O parlamento terá que se deparar com todos esses temas, a começar sobre o pacote de socorro aos estados, que Maia e os governadores precisam aprovar no Senado.

No calor desse embate político, em situações excepcionais, porque não se pode convocar e organizar passeatas de rua, vamos forjar uma luta de vida e morte durante os próximos episódios da pandemia e das crises combinadas.
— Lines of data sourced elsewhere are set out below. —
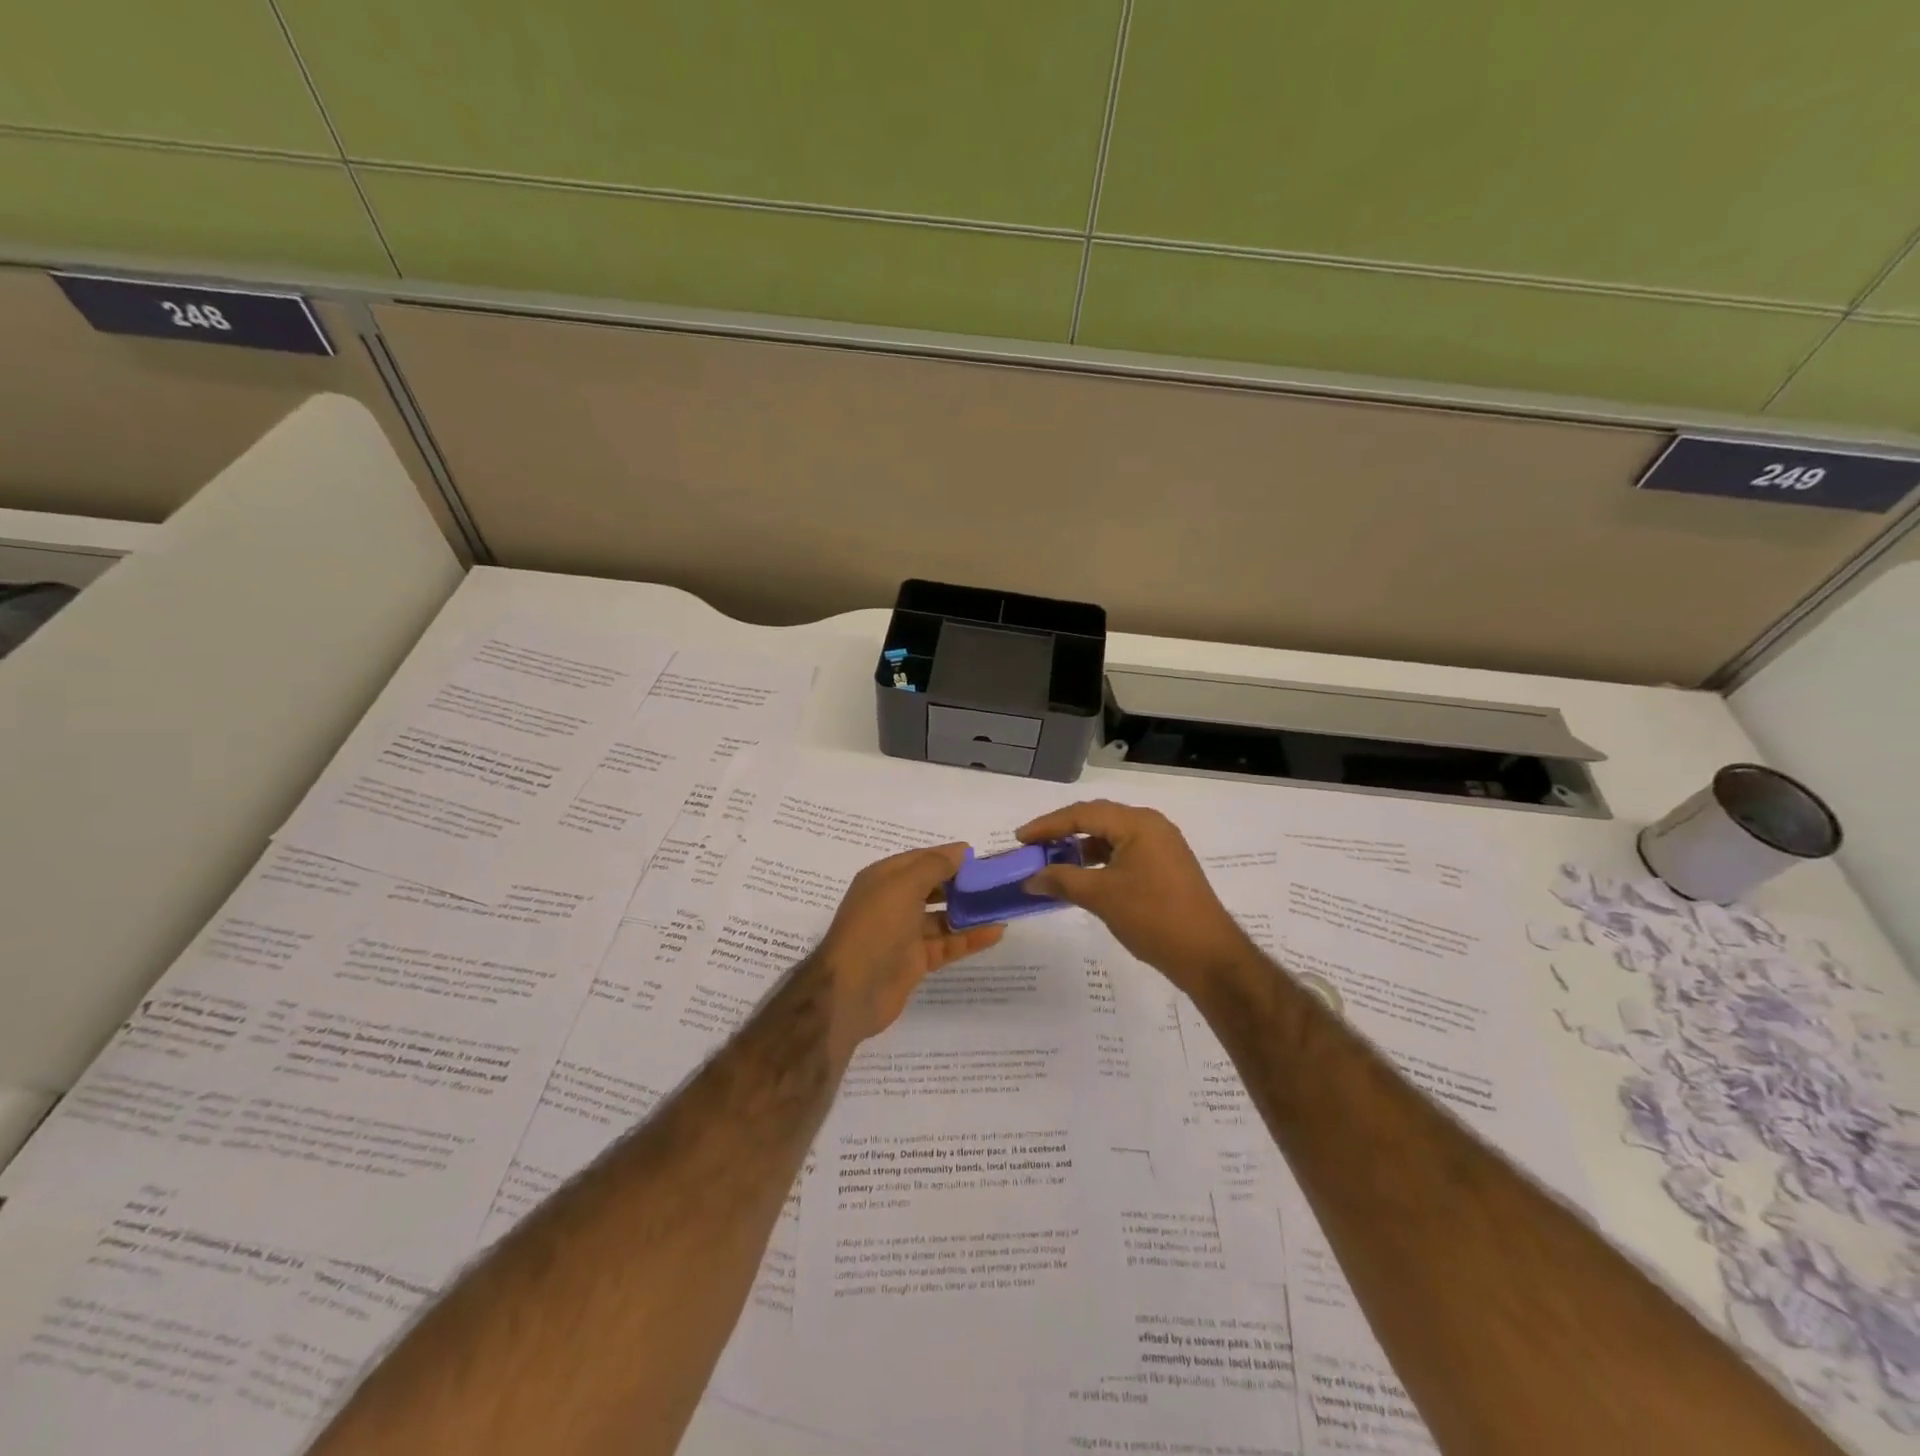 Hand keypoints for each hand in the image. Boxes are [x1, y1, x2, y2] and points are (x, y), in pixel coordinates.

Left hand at [812, 843, 1004, 1057]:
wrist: (851, 990)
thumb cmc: (875, 927)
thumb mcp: (903, 886)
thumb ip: (934, 865)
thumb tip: (960, 850)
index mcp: (884, 879)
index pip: (921, 859)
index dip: (949, 856)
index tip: (982, 857)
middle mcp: (893, 902)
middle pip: (933, 887)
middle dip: (962, 883)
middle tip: (996, 881)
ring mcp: (904, 934)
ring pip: (943, 917)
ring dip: (969, 911)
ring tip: (1002, 904)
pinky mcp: (916, 961)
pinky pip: (948, 944)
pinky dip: (970, 938)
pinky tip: (996, 932)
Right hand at [1016, 800, 1254, 996]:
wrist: (1208, 956)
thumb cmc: (1153, 917)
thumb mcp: (1101, 897)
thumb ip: (1062, 881)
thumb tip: (1030, 878)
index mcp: (1138, 823)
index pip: (1083, 814)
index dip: (1047, 825)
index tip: (1020, 839)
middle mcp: (1151, 826)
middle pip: (1097, 820)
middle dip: (1062, 833)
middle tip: (1033, 847)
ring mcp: (1161, 846)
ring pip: (1110, 837)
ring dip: (1080, 848)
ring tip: (1053, 863)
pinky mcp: (1165, 867)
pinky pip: (1123, 853)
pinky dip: (1099, 861)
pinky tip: (1082, 878) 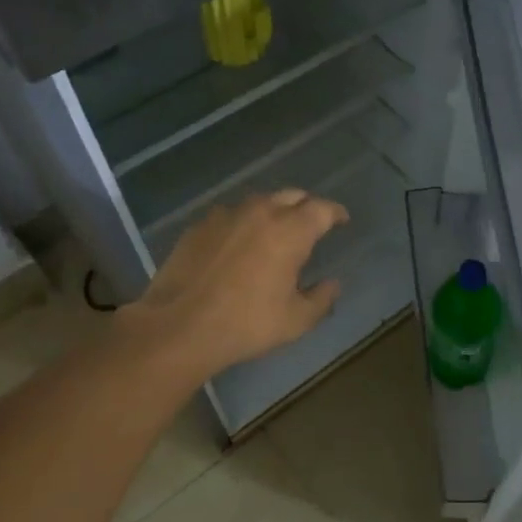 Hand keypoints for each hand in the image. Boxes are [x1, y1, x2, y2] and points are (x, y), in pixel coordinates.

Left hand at [118, 189, 349, 383]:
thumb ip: (321, 299)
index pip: (322, 209)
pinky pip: (230, 215)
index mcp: (291, 231)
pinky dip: (242, 223)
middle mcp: (260, 212)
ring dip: (272, 212)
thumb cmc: (246, 324)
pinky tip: (238, 243)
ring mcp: (226, 215)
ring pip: (259, 202)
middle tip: (311, 224)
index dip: (335, 213)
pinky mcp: (199, 226)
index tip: (341, 220)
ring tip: (274, 231)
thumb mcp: (296, 321)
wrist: (180, 326)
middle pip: (291, 196)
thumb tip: (333, 284)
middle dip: (306, 206) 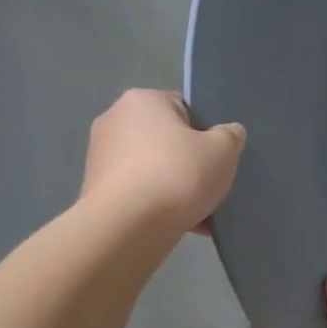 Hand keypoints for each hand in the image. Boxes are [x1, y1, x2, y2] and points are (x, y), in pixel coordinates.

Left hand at [81, 90, 243, 242]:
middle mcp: (114, 121)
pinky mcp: (95, 191)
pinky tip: (183, 224)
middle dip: (190, 162)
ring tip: (200, 211)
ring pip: (155, 170)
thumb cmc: (178, 175)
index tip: (218, 155)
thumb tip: (229, 133)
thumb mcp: (224, 150)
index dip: (206, 131)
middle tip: (211, 182)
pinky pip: (139, 193)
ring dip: (176, 187)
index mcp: (142, 100)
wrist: (128, 226)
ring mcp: (100, 158)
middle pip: (167, 140)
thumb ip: (230, 136)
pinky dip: (158, 206)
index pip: (184, 108) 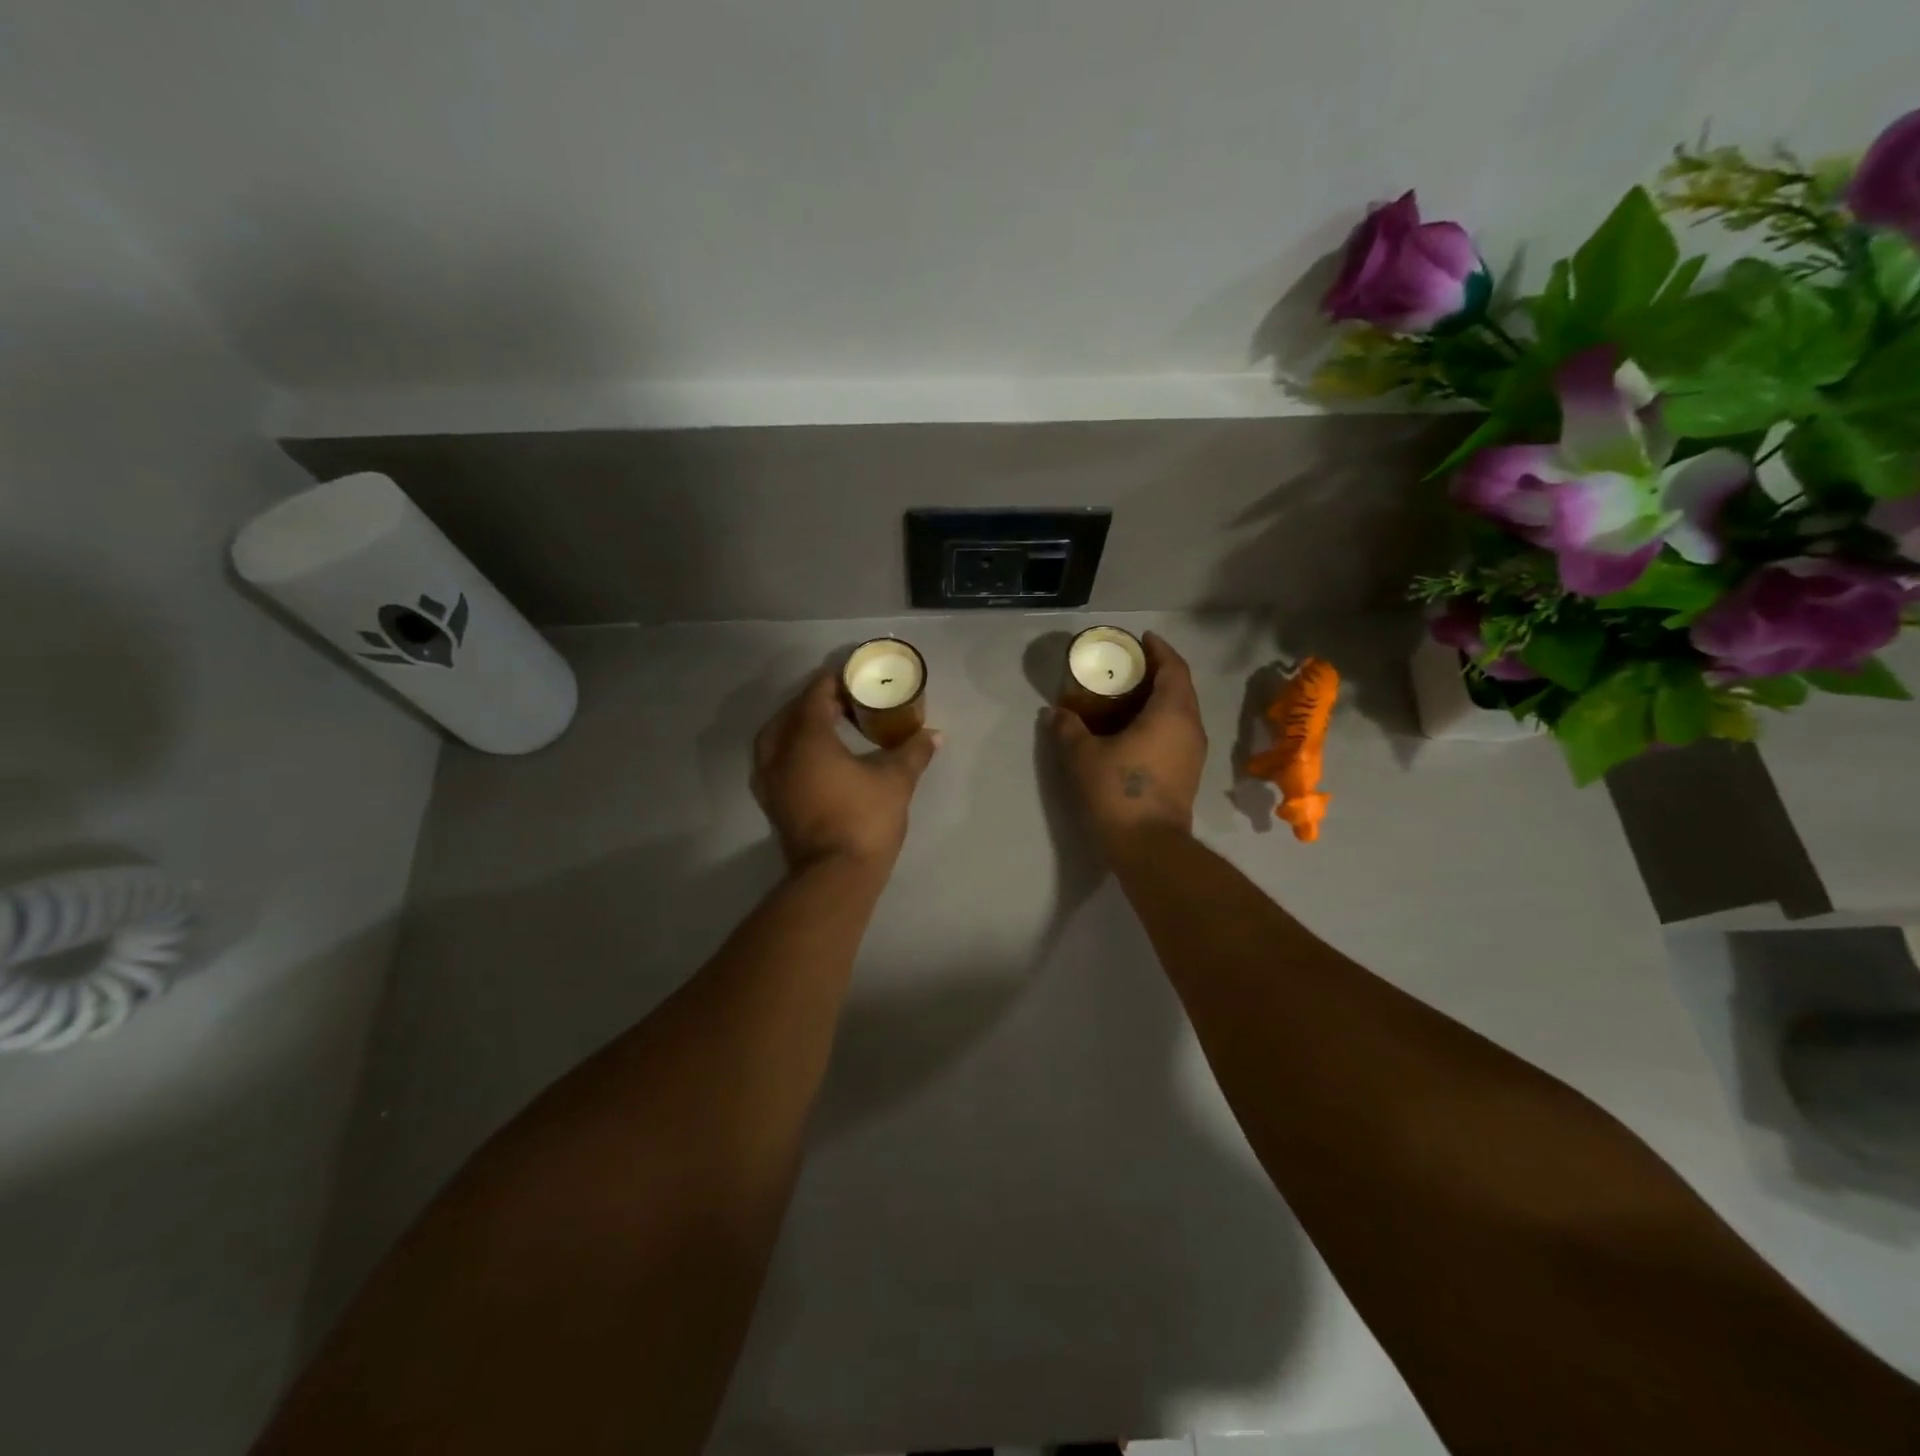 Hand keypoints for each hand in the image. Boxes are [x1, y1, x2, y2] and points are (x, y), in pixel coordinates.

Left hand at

Do lado da vida, precisamos apresentar seguir insistindo em medidas de urgência, como a produção em larga escala de EPIs, respiradores artificiais como prioridade da indústria, mantendo os postos de trabalho; a proibição das demissões em escala nacional; a defesa dos trabalhadores da saúde, a primeira linha do combate à pandemia. Que a crise seja paga pelos ricos, pelos bancos e pelos setores privilegiados: além de taxar as grandes fortunas, é preciso anistiar as dívidas individuais, os aluguéis e as tarifas de serviços para a ampla maioria da população. A defesa de investimentos maçiços no SUS e a centralização de leitos pelo poder público.

Uma luta que é física: contra a corrente que apregoa a morte e o genocídio dos mais pobres, levantamos a bandeira da vida, da saúde, da ciência e da solidariedade. Assim lutam os metroviários e rodoviários de todo país; os educadores contra a reabertura das escolas e o não pagamento dos salários, como Zema e Crivella querem. Em tempos de guerra, estamos nas trincheiras da vida, com as bandeiras da maioria social, que move o verdadeiro Brasil.